_Exercise goal_. Go through the lines below and copy any that hold the string "Unirea".

Top of Materials provided

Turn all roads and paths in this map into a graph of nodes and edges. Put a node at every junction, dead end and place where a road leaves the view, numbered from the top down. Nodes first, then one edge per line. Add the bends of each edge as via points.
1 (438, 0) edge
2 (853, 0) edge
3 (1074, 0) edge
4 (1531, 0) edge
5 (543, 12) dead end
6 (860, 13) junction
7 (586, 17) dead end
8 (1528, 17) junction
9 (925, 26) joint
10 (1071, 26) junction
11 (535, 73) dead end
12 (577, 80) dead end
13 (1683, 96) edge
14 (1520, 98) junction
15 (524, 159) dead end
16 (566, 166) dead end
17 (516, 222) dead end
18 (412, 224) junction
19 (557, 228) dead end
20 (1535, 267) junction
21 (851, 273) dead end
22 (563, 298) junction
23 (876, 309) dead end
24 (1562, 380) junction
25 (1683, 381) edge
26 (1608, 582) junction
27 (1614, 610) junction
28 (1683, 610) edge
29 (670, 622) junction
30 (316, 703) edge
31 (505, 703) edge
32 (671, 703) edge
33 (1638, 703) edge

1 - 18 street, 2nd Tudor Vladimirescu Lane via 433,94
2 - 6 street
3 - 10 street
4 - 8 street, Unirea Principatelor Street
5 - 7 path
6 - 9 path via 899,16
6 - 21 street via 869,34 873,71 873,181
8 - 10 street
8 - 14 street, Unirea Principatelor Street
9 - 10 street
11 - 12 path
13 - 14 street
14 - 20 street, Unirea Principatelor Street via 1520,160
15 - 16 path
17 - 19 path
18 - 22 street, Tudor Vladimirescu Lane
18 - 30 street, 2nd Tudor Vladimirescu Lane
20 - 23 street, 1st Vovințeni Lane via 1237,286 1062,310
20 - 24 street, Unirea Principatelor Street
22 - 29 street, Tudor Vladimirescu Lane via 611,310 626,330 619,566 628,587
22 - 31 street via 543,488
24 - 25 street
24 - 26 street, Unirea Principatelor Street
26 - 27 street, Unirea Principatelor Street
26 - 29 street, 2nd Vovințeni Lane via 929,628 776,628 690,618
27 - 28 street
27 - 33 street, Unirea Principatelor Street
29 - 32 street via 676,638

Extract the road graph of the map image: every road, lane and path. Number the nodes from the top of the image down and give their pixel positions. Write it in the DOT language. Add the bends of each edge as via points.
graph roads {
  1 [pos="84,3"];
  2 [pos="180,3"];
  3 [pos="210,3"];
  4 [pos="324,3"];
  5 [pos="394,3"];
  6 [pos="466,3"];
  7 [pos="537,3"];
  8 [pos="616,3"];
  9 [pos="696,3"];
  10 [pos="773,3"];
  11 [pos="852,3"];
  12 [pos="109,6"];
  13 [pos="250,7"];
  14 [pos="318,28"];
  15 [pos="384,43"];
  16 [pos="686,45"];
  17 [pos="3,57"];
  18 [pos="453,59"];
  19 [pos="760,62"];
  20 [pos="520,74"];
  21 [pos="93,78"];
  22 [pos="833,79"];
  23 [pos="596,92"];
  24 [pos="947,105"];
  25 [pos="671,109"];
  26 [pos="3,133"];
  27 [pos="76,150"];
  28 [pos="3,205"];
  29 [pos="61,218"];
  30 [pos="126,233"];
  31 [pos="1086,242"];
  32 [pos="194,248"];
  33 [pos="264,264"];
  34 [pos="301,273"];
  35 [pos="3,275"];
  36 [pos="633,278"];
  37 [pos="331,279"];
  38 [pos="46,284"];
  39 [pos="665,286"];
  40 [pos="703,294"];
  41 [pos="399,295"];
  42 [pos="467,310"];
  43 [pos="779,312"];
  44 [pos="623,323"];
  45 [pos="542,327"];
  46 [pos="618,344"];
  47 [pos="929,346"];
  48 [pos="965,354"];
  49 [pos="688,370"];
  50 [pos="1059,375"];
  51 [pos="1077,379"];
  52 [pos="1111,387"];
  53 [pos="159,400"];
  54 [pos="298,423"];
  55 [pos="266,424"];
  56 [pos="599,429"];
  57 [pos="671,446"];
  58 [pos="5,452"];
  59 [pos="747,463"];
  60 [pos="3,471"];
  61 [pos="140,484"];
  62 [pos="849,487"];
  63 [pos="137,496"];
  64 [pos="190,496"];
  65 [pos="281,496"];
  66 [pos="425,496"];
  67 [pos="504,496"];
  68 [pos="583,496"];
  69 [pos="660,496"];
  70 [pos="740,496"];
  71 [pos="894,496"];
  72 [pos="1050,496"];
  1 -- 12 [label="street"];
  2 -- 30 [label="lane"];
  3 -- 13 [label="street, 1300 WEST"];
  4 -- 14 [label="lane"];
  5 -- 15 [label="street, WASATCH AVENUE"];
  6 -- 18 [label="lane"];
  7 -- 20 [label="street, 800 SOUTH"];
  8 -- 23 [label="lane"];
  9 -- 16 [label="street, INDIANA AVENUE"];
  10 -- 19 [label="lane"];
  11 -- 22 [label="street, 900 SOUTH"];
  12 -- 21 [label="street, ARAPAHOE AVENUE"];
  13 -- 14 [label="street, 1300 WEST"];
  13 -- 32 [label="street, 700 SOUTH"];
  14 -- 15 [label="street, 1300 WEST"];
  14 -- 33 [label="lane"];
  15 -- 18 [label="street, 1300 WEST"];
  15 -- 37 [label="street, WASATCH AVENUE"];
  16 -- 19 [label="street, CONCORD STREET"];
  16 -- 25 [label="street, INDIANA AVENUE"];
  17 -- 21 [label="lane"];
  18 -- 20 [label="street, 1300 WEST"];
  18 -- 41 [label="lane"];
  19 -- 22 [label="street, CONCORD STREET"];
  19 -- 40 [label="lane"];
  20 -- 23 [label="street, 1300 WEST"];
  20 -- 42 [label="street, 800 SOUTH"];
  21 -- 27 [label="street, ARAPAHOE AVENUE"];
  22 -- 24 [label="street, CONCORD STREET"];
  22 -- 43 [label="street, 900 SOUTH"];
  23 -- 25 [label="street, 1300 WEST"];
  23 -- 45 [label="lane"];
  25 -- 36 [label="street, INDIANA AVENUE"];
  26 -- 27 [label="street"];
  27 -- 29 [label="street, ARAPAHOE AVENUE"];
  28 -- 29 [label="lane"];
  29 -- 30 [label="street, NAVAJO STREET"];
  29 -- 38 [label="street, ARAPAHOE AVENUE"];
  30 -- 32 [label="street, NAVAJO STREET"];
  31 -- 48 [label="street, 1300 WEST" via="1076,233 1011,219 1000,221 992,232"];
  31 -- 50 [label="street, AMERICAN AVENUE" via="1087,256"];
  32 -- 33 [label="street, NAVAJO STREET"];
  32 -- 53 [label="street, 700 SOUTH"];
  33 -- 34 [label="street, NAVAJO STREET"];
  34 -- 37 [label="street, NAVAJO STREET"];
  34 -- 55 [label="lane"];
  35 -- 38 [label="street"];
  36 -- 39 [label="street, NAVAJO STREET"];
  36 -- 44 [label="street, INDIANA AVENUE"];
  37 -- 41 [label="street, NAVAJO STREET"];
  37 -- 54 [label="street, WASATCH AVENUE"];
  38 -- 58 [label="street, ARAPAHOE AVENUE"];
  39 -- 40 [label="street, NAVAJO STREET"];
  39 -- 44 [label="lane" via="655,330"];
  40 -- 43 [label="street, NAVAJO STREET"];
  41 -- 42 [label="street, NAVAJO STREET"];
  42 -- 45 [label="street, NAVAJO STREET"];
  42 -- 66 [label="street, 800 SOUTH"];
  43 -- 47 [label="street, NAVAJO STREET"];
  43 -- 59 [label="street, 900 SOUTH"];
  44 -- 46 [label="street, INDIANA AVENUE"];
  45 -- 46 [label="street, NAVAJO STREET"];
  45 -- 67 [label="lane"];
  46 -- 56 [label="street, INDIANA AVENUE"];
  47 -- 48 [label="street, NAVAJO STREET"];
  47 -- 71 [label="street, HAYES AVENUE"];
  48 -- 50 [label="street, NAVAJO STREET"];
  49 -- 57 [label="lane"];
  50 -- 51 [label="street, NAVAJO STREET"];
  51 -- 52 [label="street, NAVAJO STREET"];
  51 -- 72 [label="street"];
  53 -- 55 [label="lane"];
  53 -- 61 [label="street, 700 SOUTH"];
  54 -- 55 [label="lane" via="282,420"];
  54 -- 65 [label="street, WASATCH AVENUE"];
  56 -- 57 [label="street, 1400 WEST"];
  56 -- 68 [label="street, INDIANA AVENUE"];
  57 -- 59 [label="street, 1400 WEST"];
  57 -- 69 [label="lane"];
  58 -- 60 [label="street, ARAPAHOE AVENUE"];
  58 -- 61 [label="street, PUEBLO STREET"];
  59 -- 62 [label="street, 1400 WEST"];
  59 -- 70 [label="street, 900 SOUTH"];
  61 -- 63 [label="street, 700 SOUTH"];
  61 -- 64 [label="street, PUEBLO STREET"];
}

Bottom of Materials provided

_Task solution_.
4 - 8 street, Unirea Principatelor Street
8 - 14 street, Unirea Principatelor Street
14 - 20 street, Unirea Principatelor Street via 1520,160
20 - 24 street, Unirea Principatelor Street
24 - 26 street, Unirea Principatelor Street
26 - 27 street, Unirea Principatelor Street
27 - 33 street, Unirea Principatelor Street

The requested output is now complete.